*** DATASET EXTRACT ***

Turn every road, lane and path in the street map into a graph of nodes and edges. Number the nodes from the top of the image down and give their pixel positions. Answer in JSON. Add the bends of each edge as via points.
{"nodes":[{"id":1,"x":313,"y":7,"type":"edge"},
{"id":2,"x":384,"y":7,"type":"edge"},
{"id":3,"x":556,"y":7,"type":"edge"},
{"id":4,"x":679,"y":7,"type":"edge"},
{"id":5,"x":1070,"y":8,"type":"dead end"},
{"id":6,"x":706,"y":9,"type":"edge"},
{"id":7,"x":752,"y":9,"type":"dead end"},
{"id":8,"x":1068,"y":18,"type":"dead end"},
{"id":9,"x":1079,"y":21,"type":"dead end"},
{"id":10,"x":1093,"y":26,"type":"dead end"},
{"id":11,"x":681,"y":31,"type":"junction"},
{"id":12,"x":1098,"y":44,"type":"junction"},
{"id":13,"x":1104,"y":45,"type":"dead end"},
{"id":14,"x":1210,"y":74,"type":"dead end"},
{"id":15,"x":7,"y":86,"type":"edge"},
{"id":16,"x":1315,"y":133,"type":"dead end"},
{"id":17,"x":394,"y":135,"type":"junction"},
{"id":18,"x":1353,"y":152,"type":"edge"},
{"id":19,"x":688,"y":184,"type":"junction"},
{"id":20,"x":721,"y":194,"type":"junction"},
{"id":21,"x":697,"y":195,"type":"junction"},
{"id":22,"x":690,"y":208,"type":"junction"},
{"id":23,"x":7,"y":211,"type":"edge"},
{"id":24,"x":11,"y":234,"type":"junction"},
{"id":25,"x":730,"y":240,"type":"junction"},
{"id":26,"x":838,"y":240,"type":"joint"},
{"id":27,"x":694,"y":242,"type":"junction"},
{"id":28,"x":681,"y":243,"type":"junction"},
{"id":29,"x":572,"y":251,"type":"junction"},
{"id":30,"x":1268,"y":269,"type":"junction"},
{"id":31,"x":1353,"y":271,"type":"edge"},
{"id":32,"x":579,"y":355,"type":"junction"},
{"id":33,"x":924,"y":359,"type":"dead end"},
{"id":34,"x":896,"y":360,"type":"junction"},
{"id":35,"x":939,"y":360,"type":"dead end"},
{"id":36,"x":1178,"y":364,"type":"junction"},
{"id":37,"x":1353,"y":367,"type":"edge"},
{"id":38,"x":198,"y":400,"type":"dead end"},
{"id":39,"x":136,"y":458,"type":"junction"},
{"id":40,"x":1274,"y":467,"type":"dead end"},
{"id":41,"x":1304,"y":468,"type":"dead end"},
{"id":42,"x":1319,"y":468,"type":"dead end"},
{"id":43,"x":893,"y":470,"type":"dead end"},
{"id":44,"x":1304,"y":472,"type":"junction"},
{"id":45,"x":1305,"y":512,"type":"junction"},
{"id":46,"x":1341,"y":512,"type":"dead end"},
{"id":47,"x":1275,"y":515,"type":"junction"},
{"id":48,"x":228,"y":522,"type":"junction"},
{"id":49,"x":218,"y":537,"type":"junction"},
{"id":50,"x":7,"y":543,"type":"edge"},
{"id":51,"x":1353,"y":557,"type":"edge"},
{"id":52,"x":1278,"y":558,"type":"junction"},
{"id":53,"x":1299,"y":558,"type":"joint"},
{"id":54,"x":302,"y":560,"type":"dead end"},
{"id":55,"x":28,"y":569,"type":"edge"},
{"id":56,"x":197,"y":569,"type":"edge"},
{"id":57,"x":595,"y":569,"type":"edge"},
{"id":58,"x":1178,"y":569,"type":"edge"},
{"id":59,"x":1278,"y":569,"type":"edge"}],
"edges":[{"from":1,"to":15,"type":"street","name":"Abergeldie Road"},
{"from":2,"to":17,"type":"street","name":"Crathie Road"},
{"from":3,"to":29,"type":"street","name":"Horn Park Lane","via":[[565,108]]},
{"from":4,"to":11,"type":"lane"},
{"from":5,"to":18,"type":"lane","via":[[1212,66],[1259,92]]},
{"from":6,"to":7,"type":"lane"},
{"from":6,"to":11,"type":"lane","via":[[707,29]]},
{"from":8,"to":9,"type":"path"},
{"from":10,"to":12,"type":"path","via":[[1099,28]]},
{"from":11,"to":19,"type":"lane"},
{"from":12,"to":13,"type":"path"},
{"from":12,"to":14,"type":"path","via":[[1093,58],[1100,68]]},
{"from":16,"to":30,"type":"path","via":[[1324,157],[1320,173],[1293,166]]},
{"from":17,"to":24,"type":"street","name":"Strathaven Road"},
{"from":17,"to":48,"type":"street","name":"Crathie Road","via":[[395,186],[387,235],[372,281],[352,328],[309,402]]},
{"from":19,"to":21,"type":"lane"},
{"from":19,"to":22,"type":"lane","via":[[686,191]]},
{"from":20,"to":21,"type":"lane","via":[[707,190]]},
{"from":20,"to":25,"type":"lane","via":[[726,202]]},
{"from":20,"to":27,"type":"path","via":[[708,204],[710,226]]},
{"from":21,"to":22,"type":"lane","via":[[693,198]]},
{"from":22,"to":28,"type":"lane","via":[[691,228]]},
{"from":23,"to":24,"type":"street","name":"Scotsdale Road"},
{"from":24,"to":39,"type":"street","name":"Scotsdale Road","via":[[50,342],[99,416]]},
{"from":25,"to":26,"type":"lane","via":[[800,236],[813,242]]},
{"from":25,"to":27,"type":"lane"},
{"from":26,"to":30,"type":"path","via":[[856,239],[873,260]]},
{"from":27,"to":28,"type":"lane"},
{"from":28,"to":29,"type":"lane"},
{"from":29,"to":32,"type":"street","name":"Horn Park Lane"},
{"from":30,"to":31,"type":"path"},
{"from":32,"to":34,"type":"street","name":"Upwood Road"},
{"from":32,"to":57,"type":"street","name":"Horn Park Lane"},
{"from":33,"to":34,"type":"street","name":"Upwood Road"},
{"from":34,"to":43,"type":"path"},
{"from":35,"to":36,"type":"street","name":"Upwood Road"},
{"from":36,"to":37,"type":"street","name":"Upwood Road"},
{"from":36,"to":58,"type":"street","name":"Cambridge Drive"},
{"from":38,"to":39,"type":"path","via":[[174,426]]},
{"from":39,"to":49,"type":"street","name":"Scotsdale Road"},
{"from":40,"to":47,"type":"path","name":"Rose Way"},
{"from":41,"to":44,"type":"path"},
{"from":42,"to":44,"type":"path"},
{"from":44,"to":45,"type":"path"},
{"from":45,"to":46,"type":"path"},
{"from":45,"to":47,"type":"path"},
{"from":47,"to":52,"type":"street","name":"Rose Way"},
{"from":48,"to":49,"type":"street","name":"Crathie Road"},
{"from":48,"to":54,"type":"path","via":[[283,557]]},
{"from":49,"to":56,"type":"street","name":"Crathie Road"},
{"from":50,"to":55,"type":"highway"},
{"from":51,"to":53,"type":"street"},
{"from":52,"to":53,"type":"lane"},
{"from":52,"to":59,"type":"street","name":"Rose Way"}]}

*** End of DATASET EXTRACT ***

■ REQUIRED WORK
Sift through the entries and copy every line with "Scotsdale".

■ WRITTEN ANSWER
{"from":23,"to":24,"type":"street","name":"Scotsdale Road"},
{"from":24,"to":39,"type":"street","name":"Scotsdale Road","via":[[50,342],[99,416]]},
{"from":39,"to":49,"type":"street","name":"Scotsdale Road"},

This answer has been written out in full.